YOUR OBJECTIVE: Each line of the entries below that includes "edges" belongs in your answer.

[Collected data]
##############################

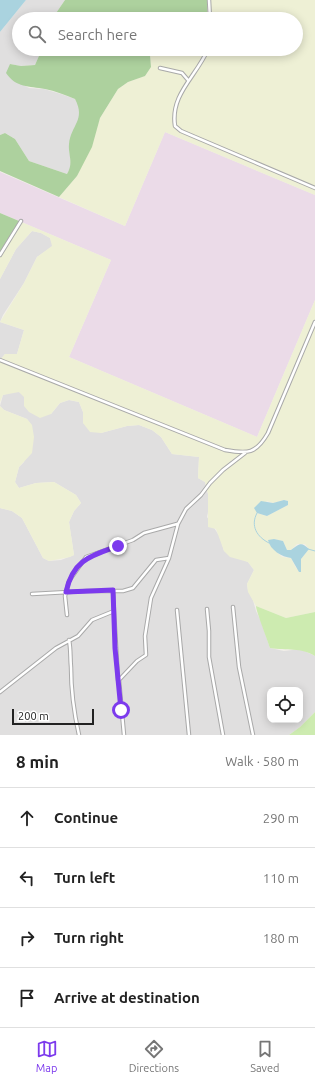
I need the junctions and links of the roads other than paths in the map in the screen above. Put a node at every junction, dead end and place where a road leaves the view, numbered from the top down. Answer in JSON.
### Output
{"nodes":[{"id":1,"x":209,"y":0,"type":"edge"},
{"id":2,"x":210,"y":12,"type":"edge"},
{"id":3,"x":203,"y":56,"type":"edge"},
{"id":4,"x":160,"y":68,"type":"dead end"},
{"id":5,"x":188,"y":80,"type":"junction"},
{"id":6,"x":315,"y":188,"type":"edge"},
{"id":7,"x":21,"y":222,"type":"dead end"},
{"id":8,"x":0,"y":256,"type":"edge"},
{"id":9,"x":315,"y":322,"type":"edge"},
{"id":10,"x":312,"y":330,"type":"junction"},
{"id":11,"x":315,"y":332,"type":"edge"},
{"id":12,"x":0,"y":360,"type":"edge"},
{"id":13,"x":245,"y":453,"type":"junction"},
{"id":14,"x":178,"y":524,"type":"junction"},
{"id":15,"x":169,"y":558,"type":"junction"},
{"id":16,"x":113,"y":590,"type":"junction"},
{"id":17,"x":66,"y":592,"type":"junction"},
{"id":18,"x":32,"y":594,"type":"dead end"},
{"id":19,"x":233,"y":607,"type":"dead end"},
{"id":20,"x":177,"y":610,"type":"dead end"},
{"id":21,"x":207,"y":610,"type":"dead end"},
{"id":22,"x":114,"y":611,"type":"junction"},
{"id":23,"x":67,"y":615,"type":"dead end"},
{"id":24,"x":69,"y":640,"type":"junction"},
{"id":25,"x":118,"y":680,"type":"junction"},
{"id":26,"x":0,"y":692,"type":"edge"},
{"id":27,"x":79,"y":735,"type":"edge"},
{"id":28,"x":124,"y":735,"type":"edge"},
{"id":29,"x":189,"y":735,"type":"edge"},
{"id":30,"x":223,"y":735,"type":"edge"},
{"id":31,"x":253,"y":735,"type":"edge"}],
"edges":[{"from":1,"to":2,"type":"street"},
{"from":3,"to":5,"type":"street"},
{"from":4,"to":5,"type":"street"},
{"from":5,"to":6,"type":"street"},
{"from":7,"to":8,"type":"street"},
{"from":9,"to":10,"type":"street"},
{"from":10,"to":11,"type":"street"},
{"from":10,"to":13,"type":"street"},
{"from":12,"to":13,"type":"street"},
{"from":13,"to":14,"type":"street"},
{"from":14,"to":15,"type":"street"},
{"from":14,"to":17,"type":"street"},
{"from":15,"to":16,"type":"street"},
{"from":15,"to":25,"type":"street"},
{"from":16,"to":17,"type":"street"},
{"from":16,"to":22,"type":"street"},
{"from":17,"to":18,"type":"street"},
{"from":17,"to":23,"type":"street"},
{"from":19,"to":31,"type":"street"},
{"from":20,"to":29,"type":"street"},
{"from":21,"to":30,"type":"street"},
{"from":22,"to":24,"type":"street"},
{"from":22,"to":25,"type":"street"},
{"from":24,"to":26,"type":"street"},
{"from":24,"to":27,"type":"street"},
{"from":25,"to":28,"type":"street"}]}
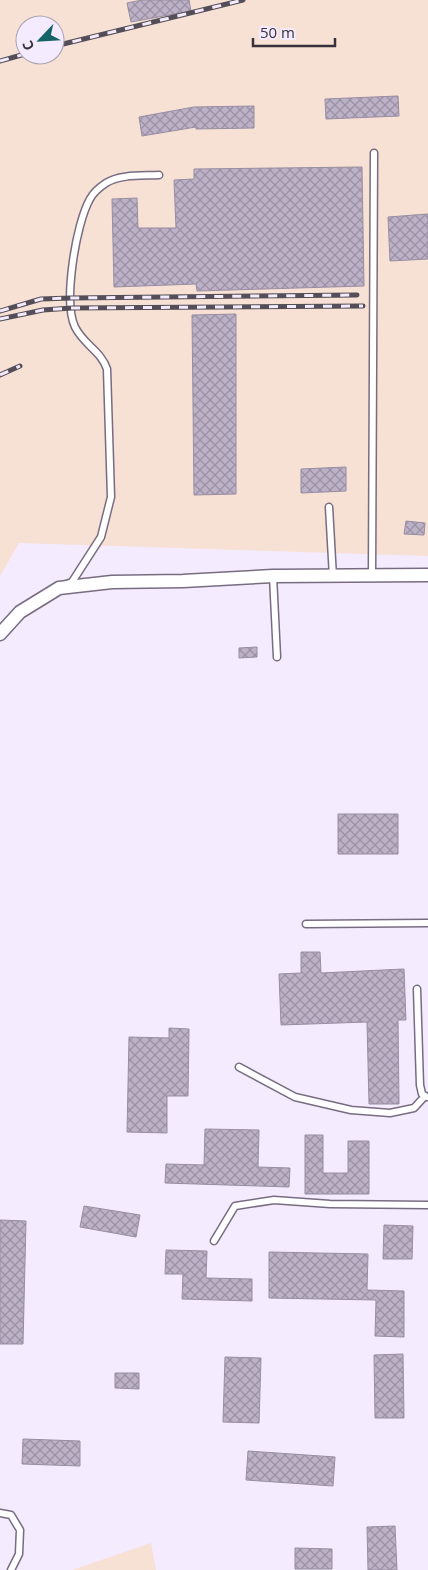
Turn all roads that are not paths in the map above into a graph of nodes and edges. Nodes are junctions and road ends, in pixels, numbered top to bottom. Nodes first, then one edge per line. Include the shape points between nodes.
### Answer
1 (374, 153) dead end
2 (159, 174) dead end
3 (329, 507) dead end
4 (428, 575) edge
5 (273, 576) junction
6 (372, 576) junction
7 (333, 577) junction
8 (59, 588) junction
9 (0, 634) edge
10 (277, 657) dead end
11 (428, 923) edge
12 (306, 924) dead end
13 (417, 989) dead end
14 (240, 1066) dead end
15 (426, 1097) edge
16 (428, 1205) edge
17 (214, 1241) dead end
18 (0, 1513) edge
19 (11, 1570) edge

1 - 6 lane
2 - 8 lane via 120,178 97,190 90,199 77,237 71,285 73,320 82,337 104,360 107,370 111,497 101,537 72,582
3 - 7 lane
4 - 6 street
5 - 7 street
5 - 8 street via 112,582
5 - 10 lane
6 - 7 street
8 - 9 street via 20,612
11 - 12 lane
13 - 15 lane via 420,1085
14 - 15 lane via 296,1097 351,1110 390,1113 414,1108
16 - 17 lane via 274,1200 236,1206
18 - 19 lane via 12,1515 20,1530 19,1554

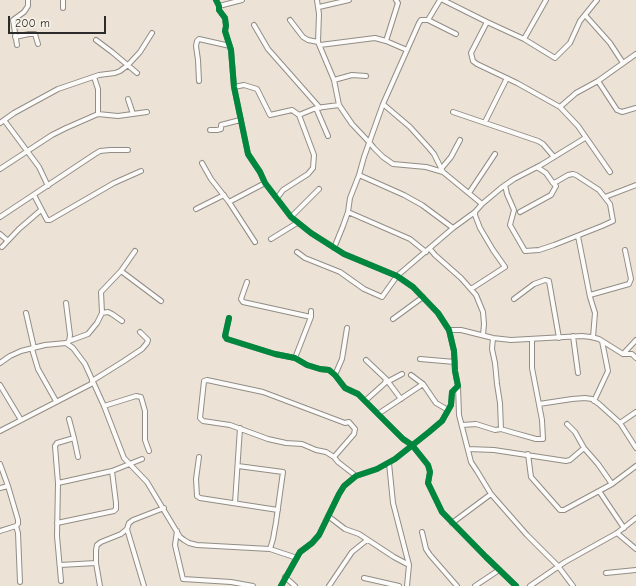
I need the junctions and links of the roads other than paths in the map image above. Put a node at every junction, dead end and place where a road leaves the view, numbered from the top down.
1 (28, 0) edge
2 (63, 0) edge
3 (216, 0) edge
4 (242, 0) edge
5 (317, 0) edge
6 (349, 0) edge
7 (396, 0) edge
8 (440, 0) edge
9 (443, 0) edge
10 (546, 0) edge
11 (597, 0) edge
12 (219, 6) junction
13 (319, 7) junction
14 (64, 8) dead end
15 (585, 15) junction
16 (290, 20) dead end
17 (428, 20) junction
18 (487, 22) junction
19 (254, 25) dead end
20 (152, 33) dead end
21 (456, 34) dead end
22 (15, 36) junction
23 (524, 39) junction
24 (96, 40) dead end
25 (386, 41) junction
26 (319, 43) junction
27 (17, 44) dead end
28 (38, 44) dead end
29 (230, 46) junction
30 (407, 50) junction
31 (636, 54) edge
32 (623, 63) junction
33 (128, 65) junction
34 (137, 73) dead end
35 (366, 76) dead end
36 (94, 77) junction
37 (507, 78) junction
38 (334, 80) junction
39 (598, 80) junction
40 (199, 81) dead end
41 (234, 87) junction
42 (128, 99) dead end
43 (383, 104) junction
44 (339, 105) junction
45 (560, 107) junction
46 (318, 108) junction
47 (636, 108) edge
48 (147, 112) dead end
49 (453, 112) dead end
50 (98, 114) junction
51 (133, 114) junction
52 (299, 115) junction
53 (4, 120) junction
54 (240, 120) junction
55 (485, 122) junction
56 (0, 123) edge
57 (210, 130) dead end
58 (328, 136) dead end
59 (585, 138) junction
60 (460, 140) dead end
61 (369, 142) junction
62 (128, 150) dead end
63 (28, 151) junction
64 (495, 154) dead end
65 (554, 157) junction
66 (202, 163) dead end
67 (537, 167) junction
68 (0, 169) edge
69 (141, 170) dead end
70 (442, 170) junction
71 (610, 172) dead end
72 (359, 175) junction
73 (265, 183) junction
74 (553, 183) junction
75 (505, 185) junction
76 (636, 185) edge
77 (48, 186) junction
78 (319, 189) dead end
79 (469, 193) junction
80 (34, 195) junction
81 (224, 195) junction
82 (605, 197) junction
83 (277, 198) junction
84 (228, 202) junction
85 (482, 204) junction
86 (196, 209) dead end
87 (42, 210) junction
88 (348, 212) junction
89 (475, 212) junction
90 (520, 212) dead end
91 (291, 217) junction
92 (0, 218) edge
93 (297, 223) junction
94 (453, 228) junction
95 (0, 234) edge
96 (578, 236) junction
97 (271, 239) dead end
98 (7, 240) junction
99 (255, 242) dead end
100 (2, 247) dead end
101 (334, 248) junction
102 (428, 250) junction
103 (625, 250) dead end
104 (135, 251) dead end
105 (297, 252) dead end
106 (121, 271) junction
107 (397, 276) junction
108 (247, 282) dead end
109 (471, 289) junction
110 (590, 295) junction
111 (423, 297) junction
112 (514, 299) dead end
113 (160, 301) dead end
114 (66, 303) dead end
115 (311, 311) dead end
116 (26, 313) dead end
117 (102, 313) junction
118 (311, 317) junction
119 (229, 318) dead end
120 (393, 319) dead end
121 (122, 322) dead end
122 (347, 328) dead end
123 (449, 330) junction
124 (140, 332) dead end
125 (483, 335) junction
126 (573, 336) junction
127 (493, 338) junction
128 (559, 338) junction
129 (593, 338) junction
130 (532, 339) junction
131 (636, 340) edge
132 (602, 341) junction
133 (68, 342) junction
134 (33, 348) junction
135 (623, 354) junction
136 (295, 358) junction
137 (636, 358) edge
138 (420, 359) dead end
139 (366, 360) dead end
140 (455, 362) junction
141 (0, 364) edge
142 (578, 373) dead end
143 (402, 374) dead end
144 (335, 375) junction
145 (411, 375) dead end
146 (93, 382) junction
147 (386, 382) junction
148 (423, 384) junction
149 (0, 385) edge
150 (458, 386) junction
151 (401, 399) junction
152 (56, 401) junction
153 (365, 401) junction
154 (594, 401) junction
155 (539, 404) junction
156 (104, 406) junction
157 (448, 410) junction
158 (636, 412) edge
159 (378, 414) junction
160 (69, 419) dead end
161 (21, 420) junction
162 (620, 423) junction
163 (567, 424) dead end
164 (462, 425) junction
165 (240, 428) junction
166 (501, 429) junction
167 (0, 431) edge
168 (74, 438) junction
169 (412, 445) junction
170 (584, 448) junction
171 (636, 448) edge
172 (468, 449) junction
173 (149, 451) dead end
174 (528, 454) junction
175 (334, 456) junction
176 (78, 457) dead end
177 (199, 457) dead end
178 (142, 459) dead end
179 (389, 463) junction
180 (0, 464) edge
181 (129, 464) junction
182 (238, 466) junction
183 (636, 466) edge
184 (112, 471) junction
185 (356, 476) junction
186 (58, 483) junction
187 (612, 484) junction
188 (8, 486) junction
189 (0, 488) edge
190 (599, 491) junction
191 (491, 494) junction
192 (235, 503) junction
193 (164, 508) junction
194 (278, 510) junction
195 (328, 516) junction
196 (636, 518) edge
197 (57, 523) junction
198 (452, 523) junction
199 (16, 526) junction
200 (624, 528) junction
201 (127, 529) junction
202 (0, 531) edge
203 (177, 531) junction
204 (422, 532) dead end
205 (617, 533) junction
206 (366, 540) junction
207 (270, 549) junction
208 (636, 549) edge
209 (297, 558) junction
210 (96, 563) junction
211 (60, 565) junction
212 (410, 565) junction
213 (558, 566) junction
214 (499, 570) junction
215 (636, 570) edge
216 (606, 572) dead end
217 (285, 577) junction
218 (364, 578) dead end
219 (61, 581) dead end
220 (20, 582) dead end
221 (100, 586) edge
222 (144, 586) edge
223 (253, 586) edge
224 (281, 586) edge
225 (295, 586) edge
226 (329, 586) edge
227 (399, 586) edge
228 (407, 586) edge
229 (457, 586) edge
230 (476, 586) edge
231 (516, 586) edge
232 (530, 586) edge
233 (573, 586) edge

1 - 22 street
2 - 14 street
3 - 12 street
4 - 12 street
5 - 13 street
6 - 13 street
7 - 25 street
8 - 17 street
9 - 18 street
10 - 23 street
11 - 15 street
12 - 29 street
13 - 26 street
15 - 23 street
15 - 32 street
16 - 26 street
17 - 21 street
17 - 30 street
18 - 23 street
18 - 37 street
19 - 46 street
20 - 33 street
22 - 27 street
22 - 28 street
24 - 33 street
25 - 26 street
25 - 30 street
26 - 38 street
29 - 40 street
29 - 41 street
30 - 43 street
31 - 32 street
32 - 39 street
33 - 34 street
33 - 36 street
35 - 38 street
36 - 50 street
36 - 53 street
37 - 45 street
37 - 55 street
38 - 44 street
39 - 45 street
39 - 47 street
41 - 52 street
41 - 54 street
42 - 51 street
43 - 61 street
43 - 70 street
44 - 46 street
44 - 61 street
45 - 59 street
46 - 52 street
46 - 58 street
48 - 51 street
49 - 55 street
50 - 51 street
50 - 63 street
52 - 83 street
53 - 56 street
53 - 63 street
54 - 57 street
54 - 73 street
55 - 65 street
59 - 65 street
59 - 71 street
60 - 70 street
61 - 70 street
61 - 72 street
62 - 77 street
63 - 68 street
63 - 77 street
64 - 79 street
65 - 67 street
66 - 81 street
67 - 74 street
67 - 75 street
69 - 87 street
70 - 79 street
72 - 88 street
72 - 94 street
73 - 83 street
73 - 84 street
74 - 82 street
74 - 90 street
75 - 85 street
75 - 96 street
76 - 82 street
77 - 80 street
78 - 91 street
79 - 85 street
80 - 87 street
80 - 92 street
81 - 84 street
81 - 86 street
82 - 96 street
83 - 91 street
84 - 99 street
85 - 89 street
87 - 98 street
88 - 101 street
88 - 102 street
89 - 94 street
89 - 109 street
91 - 93 street
93 - 97 street
93 - 101 street
94 - 102 street
95 - 98 street
96 - 110 street
98 - 100 street
101 - 107 street
102 - 107 street
102 - 109 street
103 - 110 street
104 - 106 street
105 - 107 street
106 - 113 street
106 - 117 street
107 - 111 street
108 - 118 street
109 - 125 street
110 - 129 street
111 - 120 street
111 - 123 street
112 - 128 street
114 - 133 street
115 - 118 street
116 - 134 street
117 - 121 street
117 - 133 street
118 - 136 street
119 - 136 street
122 - 144 street
123 - 125 street
123 - 140 street
124 - 146 street
125 - 127 street
126 - 128 street
126 - 129 street
126 - 142 street
127 - 130 street
127 - 166 street
128 - 130 street
129 - 132 street
130 - 155 street
131 - 135 street
132 - 135 street
132 - 154 street
133 - 134 street
133 - 146 street
134 - 141 street
134 - 152 street
135 - 137 street
136 - 144 street
138 - 140 street
139 - 147 street
140 - 150 street
143 - 147 street
144 - 153 street
145 - 148 street
146 - 152 street
146 - 156 street
147 - 151 street
147 - 153 street
148 - 151 street
148 - 157 street
149 - 161 street
150 - 157 street
150 - 164 street
151 - 159 street
152 - 161 street
153 - 159 street
154 - 155 street
154 - 162 street
155 - 166 street
156 - 173 street
156 - 181 street
157 - 169 street
158 - 162 street
159 - 169 street
160 - 168 street
161 - 167 street
162 - 171 street
163 - 170 street
164 - 166 street
164 - 172 street
165 - 175 street
165 - 175 street
165 - 182 street
168 - 176 street
168 - 186 street
169 - 179 street
169 - 198 street
170 - 174 street
170 - 187 street
172 - 174 street
172 - 191 street
174 - 190 street
175 - 185 street
177 - 192 street
178 - 181 street
179 - 185 street
179 - 212 street
180 - 188 street
181 - 184 street
181 - 193 street
182 - 192 street
182 - 194 street
183 - 187 street
184 - 186 street
184 - 197 street
185 - 195 street
186 - 197 street
187 - 190 street
188 - 189 street
188 - 199 street
190 - 200 street
191 - 198 street
191 - 213 street
192 - 194 street
193 - 201 street
193 - 203 street
194 - 207 street
195 - 206 street
195 - 209 street
196 - 200 street
197 - 211 street
198 - 214 street
199 - 202 street
199 - 220 street
200 - 205 street
201 - 210 street
201 - 222 street
203 - 207 street
203 - 223 street
204 - 229 street
205 - 208 street
205 - 213 street
206 - 212 street
206 - 226 street
207 - 209 street
209 - 217 street
210 - 211 street
210 - 221 street
211 - 219 street
212 - 228 street
213 - 232 street
213 - 233 street
214 - 230 street
214 - 231 street
215 - 216 street
217 - 224 street
217 - 225 street
218 - 227 street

##############################

RESPONSE TO THE EXERCISE:
"edges":[{"from":1,"to":2,"type":"street"},
Turn all roads that are not paths in the map above into a graph of nodes and edges. Nodes are junctions and road ends, in pixels, numbered top to bottom. Nodes first, then one edge per line. Include the shape points between nodes.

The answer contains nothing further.